FDI projected to return to pre-crisis levels by 2017

03 August 2015 Consultancy.uk

Foreign direct investment (FDI) totalled $1.26 trillion in 2014, well down on the 2007 peak of around $2 trillion, a report from A.T. Kearney shows. The consulting firm finds that while investment in developing markets has reached record levels, investors remain jittery from, amongst other, the macroeconomic situation of modest global growth. In the medium term, confidence that FDI will return to pre-crisis levels remains high, with 83% of respondents expecting to be back at pre-crises levels by 2017.

In its yearly analysis, run since 1998, A.T. Kearney’s ‘Foreign Direct Investment Confidence Index’, uses primary data from a proprietary survey administered to senior executives of the world’s leading corporations. In its 2015 edition ‘Connected Risks: Investing in a Divergent World’ the consulting firm explores the global value of FDI as well as current trends affecting investors’ future investment behaviour.

World FDI inflows

FDI flow
Optimism in the global economy remains lacklustre, with an expectation of a ‘new normal’ in terms of GDP growth at around 3-4% globally. Of the respondents, 15% say they are more optimistic than a year earlier and 46% say they are somewhat optimistic, the combined optimism of 61% is well down on 2014’s reported optimism for the future at 79%.

Following the economic crisis and recovery, FDI levels have fluctuated. The level of FDI in 2014 was down 8% to $1.26 trillion on a year earlier, and down from its $2 trillion peak in 2007. There has also been a change in trend, away from investment in developed economies (down 14%) toward an increase in developing economies – now at a new high of $700 billion, or 56% of the global share.

FDI inflows by region

Regionally, the drop in investment is particularly pronounced in the US, where there was a drop off from $302 billion to $139 billion. Europe however saw a relative increase in investment, almost back to its 2012 levels, up from $225 billion in 2013 to $305 billion in 2014. Developing Asia takes the biggest slice of investors’ money, up from $427 billion to $492 billion in 2014.

Return to pre-crisis level

Investor confidence
Investors continue to be less confident in their investment activity than before the crisis, with the absolute value of investments still well below the 2007 peak. There is however a continued upward trend in investment confidence. Of the companies surveyed, 19% say they are already investing at pre-crisis levels, while 18% expect to do so within the coming year. The biggest group of respondents (29%) say that in 2016 they will be investing again at pre-crisis levels, while 17% say it will take until 2018 or later. This represents a considerable softening of expectation from the previous survey, where 86% expected to reach pre-crisis levels by 2016 – now only 66%.
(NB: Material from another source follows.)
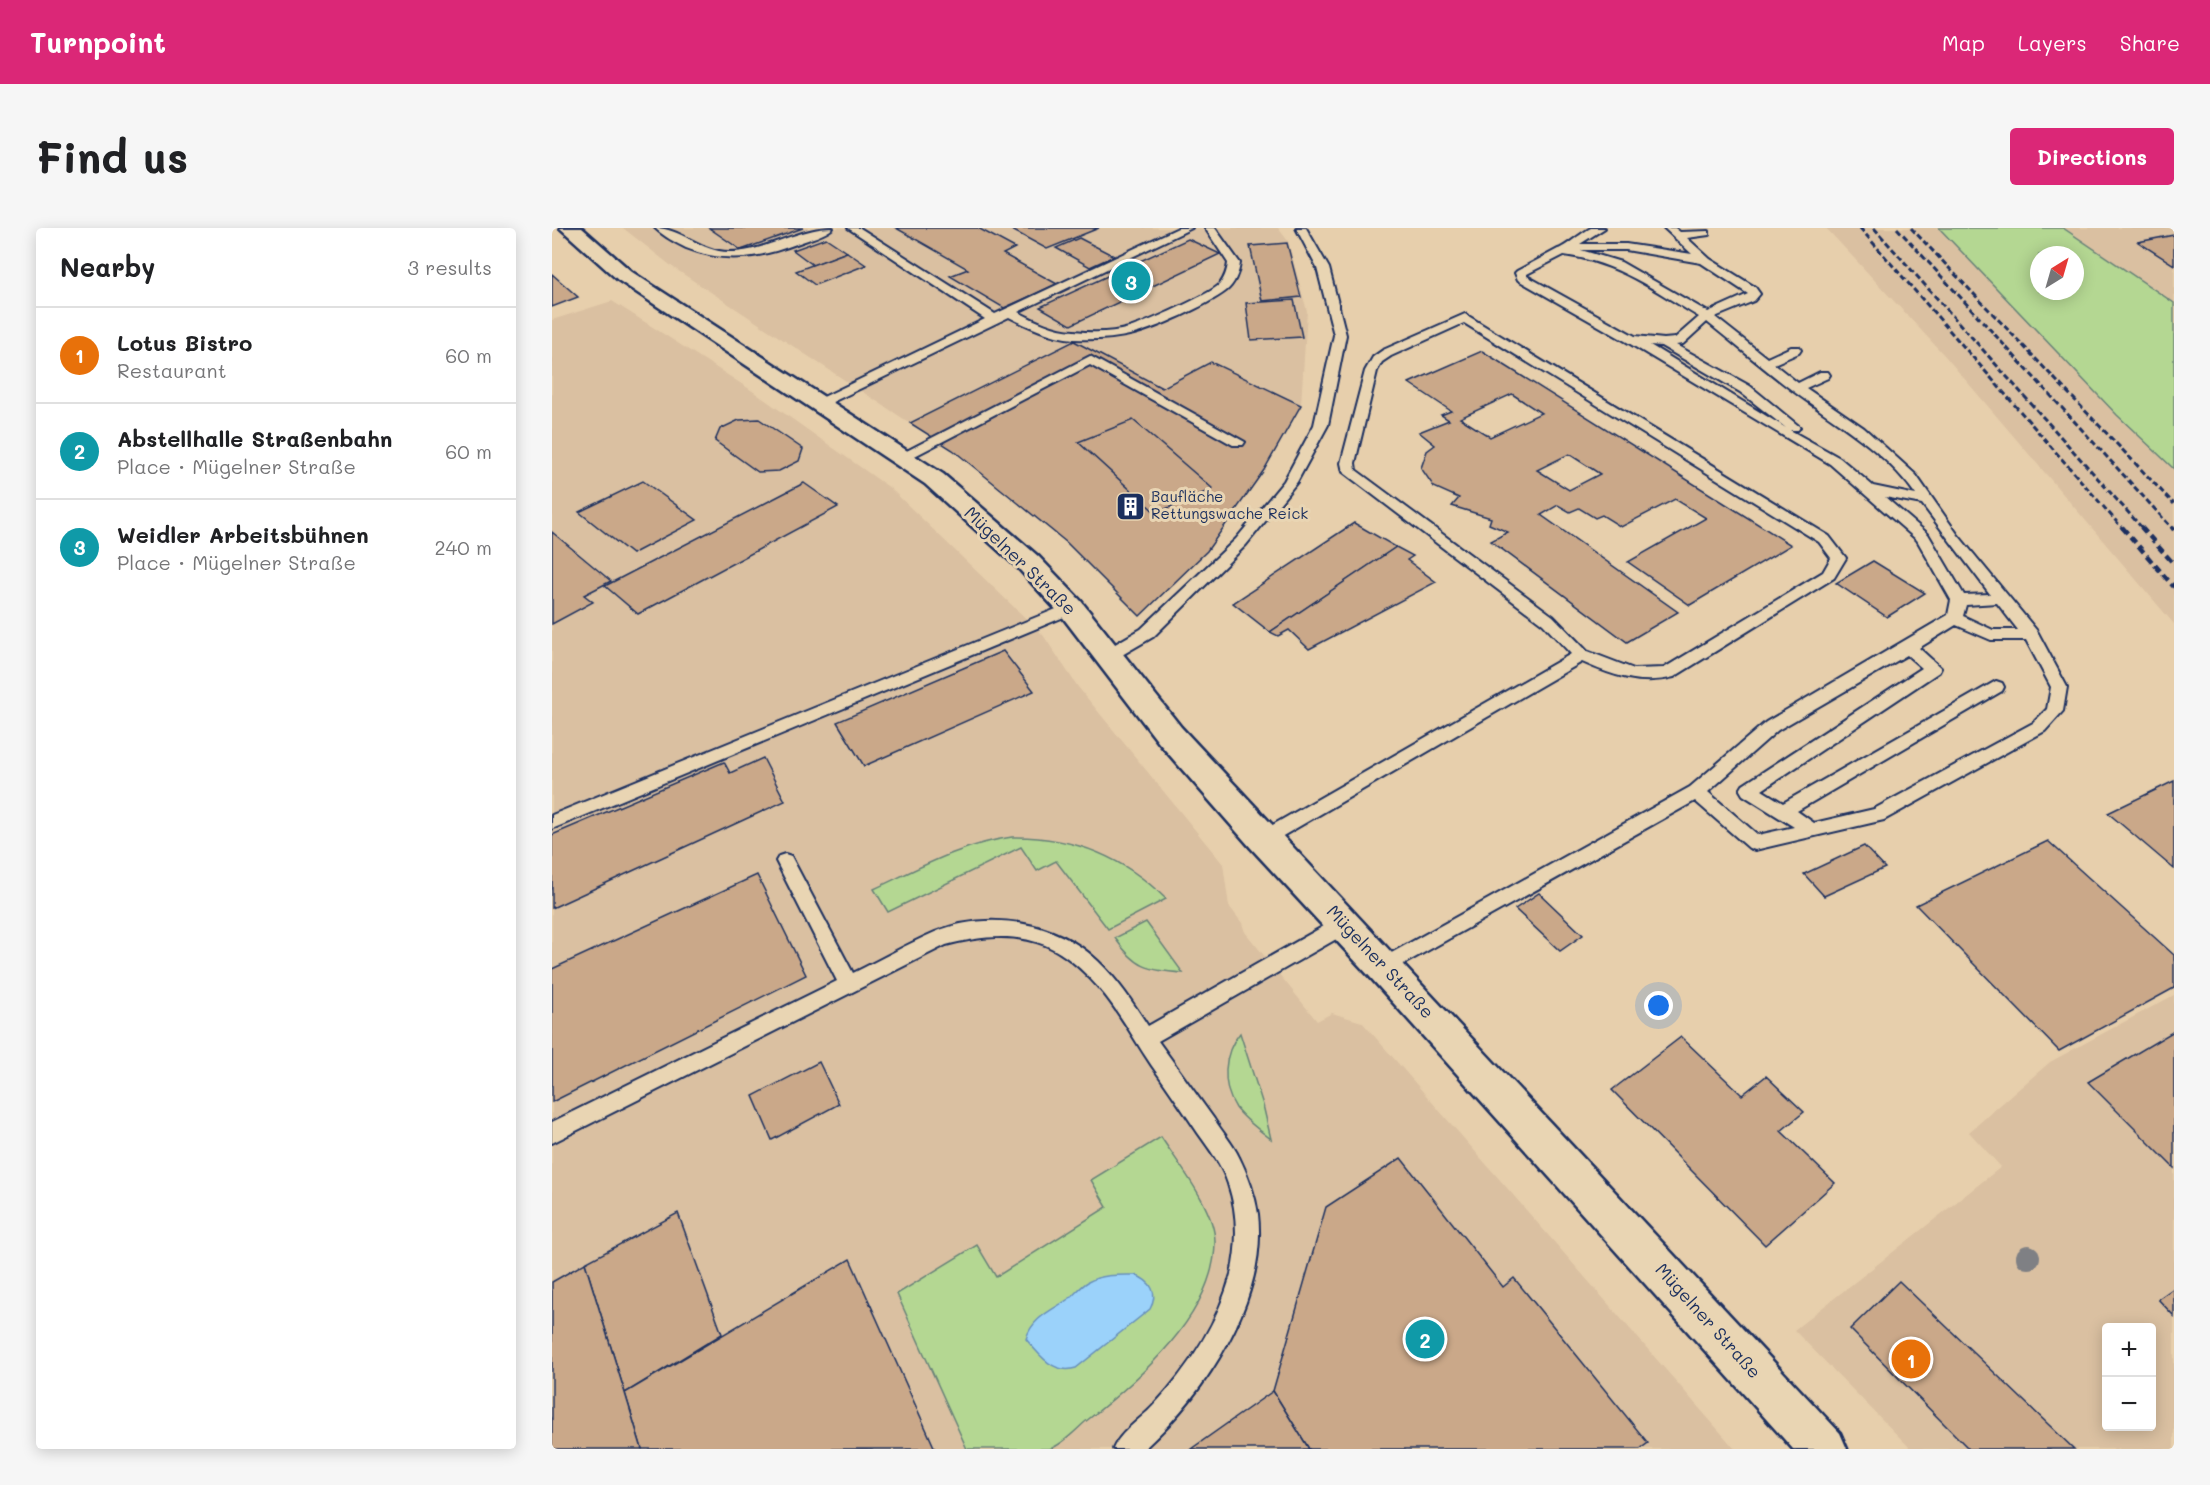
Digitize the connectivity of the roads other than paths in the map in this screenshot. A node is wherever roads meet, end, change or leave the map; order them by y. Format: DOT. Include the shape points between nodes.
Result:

The biggest reasons for the low confidence in FDI comes from uncertainty in the macroeconomic situation, as cited by 42% of respondents, while a lower risk tolerance is indicated by 31% as an issue. The lack of quality targets is only an issue for 21% of respondents, while a lack of funds holds back 17% of respondents.
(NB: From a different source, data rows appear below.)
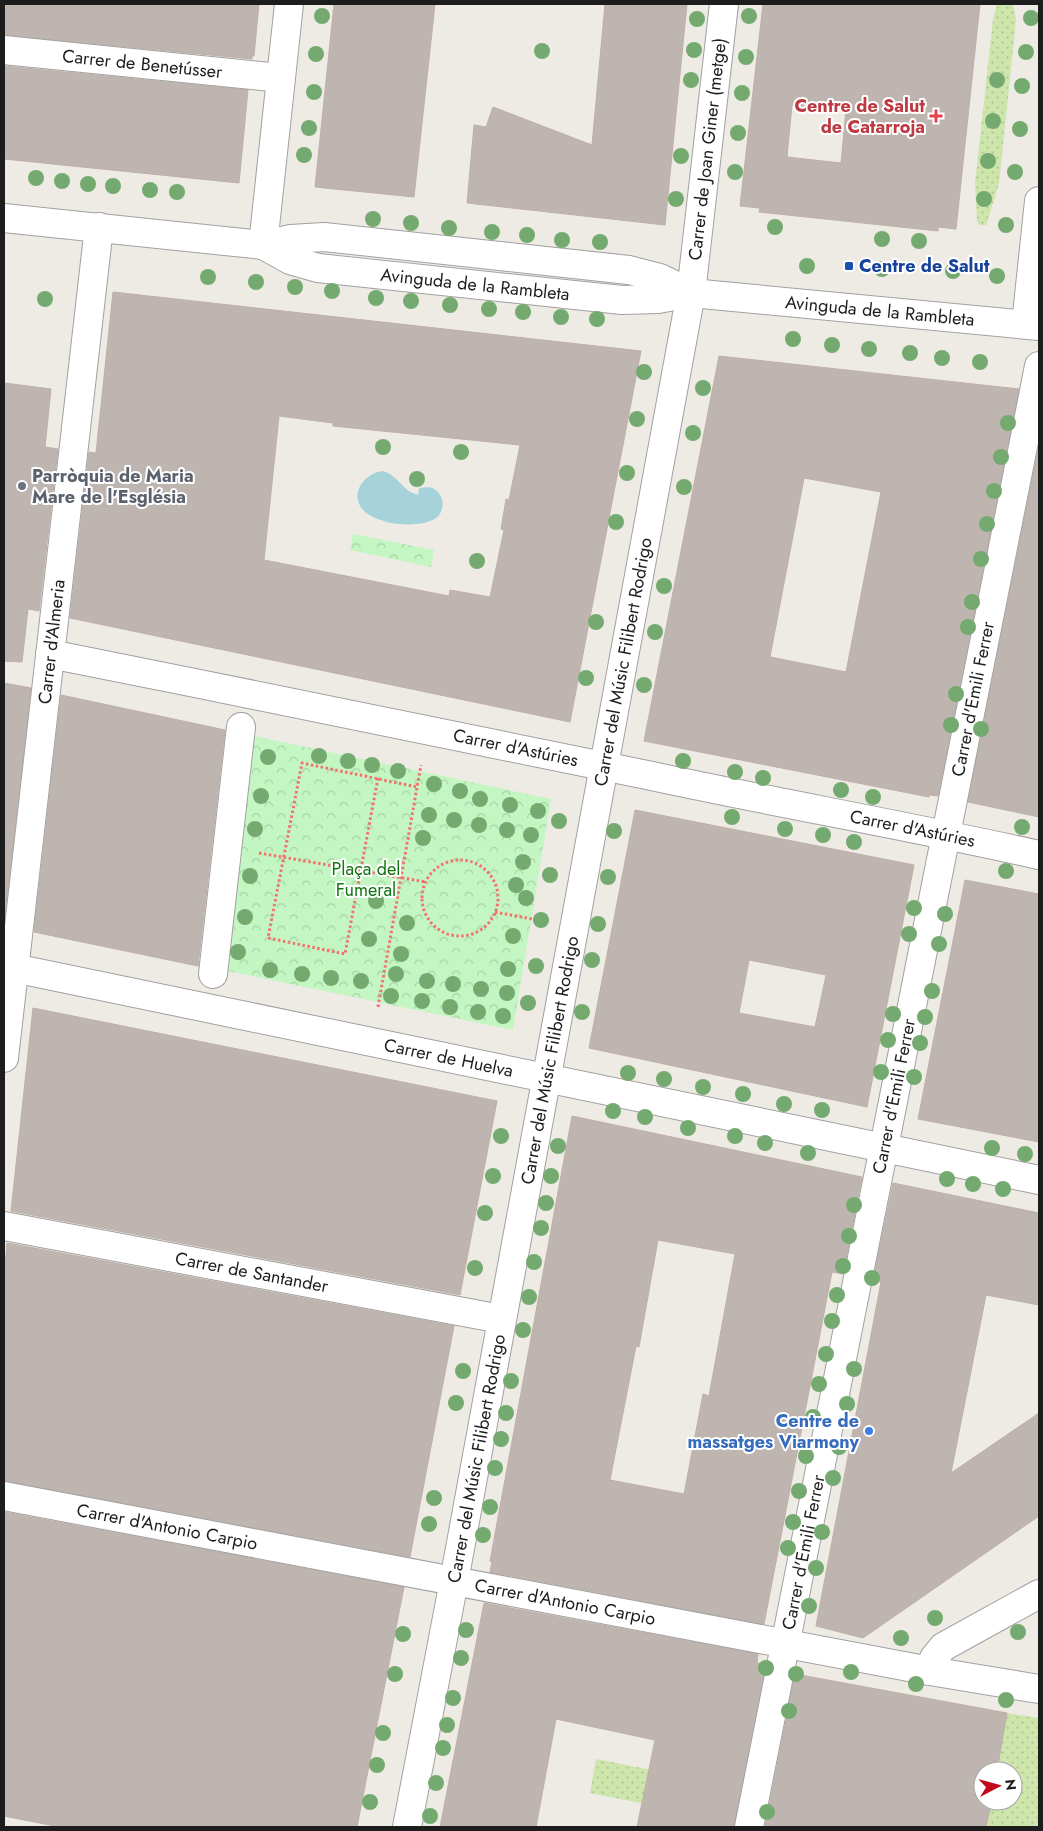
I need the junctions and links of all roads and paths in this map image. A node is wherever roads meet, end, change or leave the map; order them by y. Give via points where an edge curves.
1 (289, 4) edge
2 (724, 4) edge
3 (4, 50) edge
4 (281, 78) junction
5 (1039, 201) edge
6 (4, 218) edge
7 (99, 227) junction
8 (263, 245) junction
9 (691, 293) junction
10 (1033, 325) edge
11 (1039, 366) edge
12 (50, 654) junction
13 (240, 726) dead end
14 (421, 765) dead end
15 (605, 766) junction
16 (378, 778) junction
17 (417, 787) junction
18 (946, 834) junction
19 (227, 848) junction
20 (1039, 855) edge
21 (283, 857) junction
22 (361, 871) junction
23 (401, 878) junction
24 (426, 882) junction
25 (495, 912) junction
26 (537, 920) dead end
27 (9, 967) edge
28 (213, 974) dead end
29 (378, 1008) dead end
30 (4, 1058) edge
31 (547, 1078) junction
32 (884, 1147) junction
33 (1039, 1180) edge
34 (4, 1226) edge
35 (502, 1320) junction
36 (4, 1496) edge
37 (454, 1581) junction
38 (1039, 1594) edge
39 (785, 1644) junction
40 (930, 1671) junction
41 (1039, 1689) edge
42 (407, 1827) edge
43 (749, 1827) edge

1 - 4 street
2 - 9 street, Carrer de Joan Giner (metge)
3 - 4 street, Carrer de Benetússer
4 - 8 street
5 - 10 street
6 - 7 street, Avinguda de la Rambleta
7 - 8 street, Avinguda de la Rambleta
7 - 12 street, Carrer d'Almeria
8 - 9 street, Avinguda de la Rambleta via 290,260 318,268 622,300 658,299
9 - 10 street, Avinguda de la Rambleta
9 - 15 street, Carrer del Músic Filibert Rodrigo
11 - 18 street, Carrer d'Emili Ferrer
12 - 15 street, Carrer d'Astúries
12 - 27 street, Carrer d'Almeria
13 - 19 street
14 - 17 path
15 - 18 street, Carrer d'Astúries
15 - 31 street, Carrer del Músic Filibert Rodrigo
16 - 17 path
16 - 21 path via 302,763
16 - 22 path
17 - 23 path
18 - 20 street, Carrer d'Astúries
18 - 32 street, Carrer d'Emili Ferrer
19 - 21 path
19 - 28 street
21 - 22 path
21 - 22 path via 268,938 345,954
22 - 23 path
23 - 24 path
23 - 29 path
24 - 25 path via 438,866 450,861 475,863 494,880 498,892
24 - 25 path via 421,898 424,911 429,922 439,931 451,936 475,934 486,926
25 - 26 path
27 - 30 street, Carrer d'Almeria
27 - 31 street, Carrer de Huelva
31 - 32 street, Carrer de Huelva
31 - 35 street, Carrer del Músic Filibert Rodrigo
32 - 33 street, Carrer de Huelva
32 - 39 street, Carrer d'Emili Ferrer
34 - 35 street, Carrer de Santander
35 - 37 street, Carrer del Músic Filibert Rodrigo
36 - 37 street, Carrer d'Antonio Carpio
37 - 39 street, Carrer d'Antonio Carpio
37 - 42 street, Carrer del Músic Filibert Rodrigo
38 - 40 street via 943,1647 934,1658
39 - 40 street, Carrer d'Antonio Carpio
39 - 43 street, Carrer d'Emili Ferrer
40 - 41 street, Carrer d'Antonio Carpio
Reasons for not recovering

Wild Cards
In terms of ‘wild card’ events that could turn confidence further, around 45% of investors mention an increase in geopolitical tensions in the Americas and Europe. An economic crisis in emerging markets and developing markets is rated by investors at between 25-31% and a decrease in political tension in the Americas, Europe and Asia is seen a likely to occur by 16%, 11% and 15% respectively.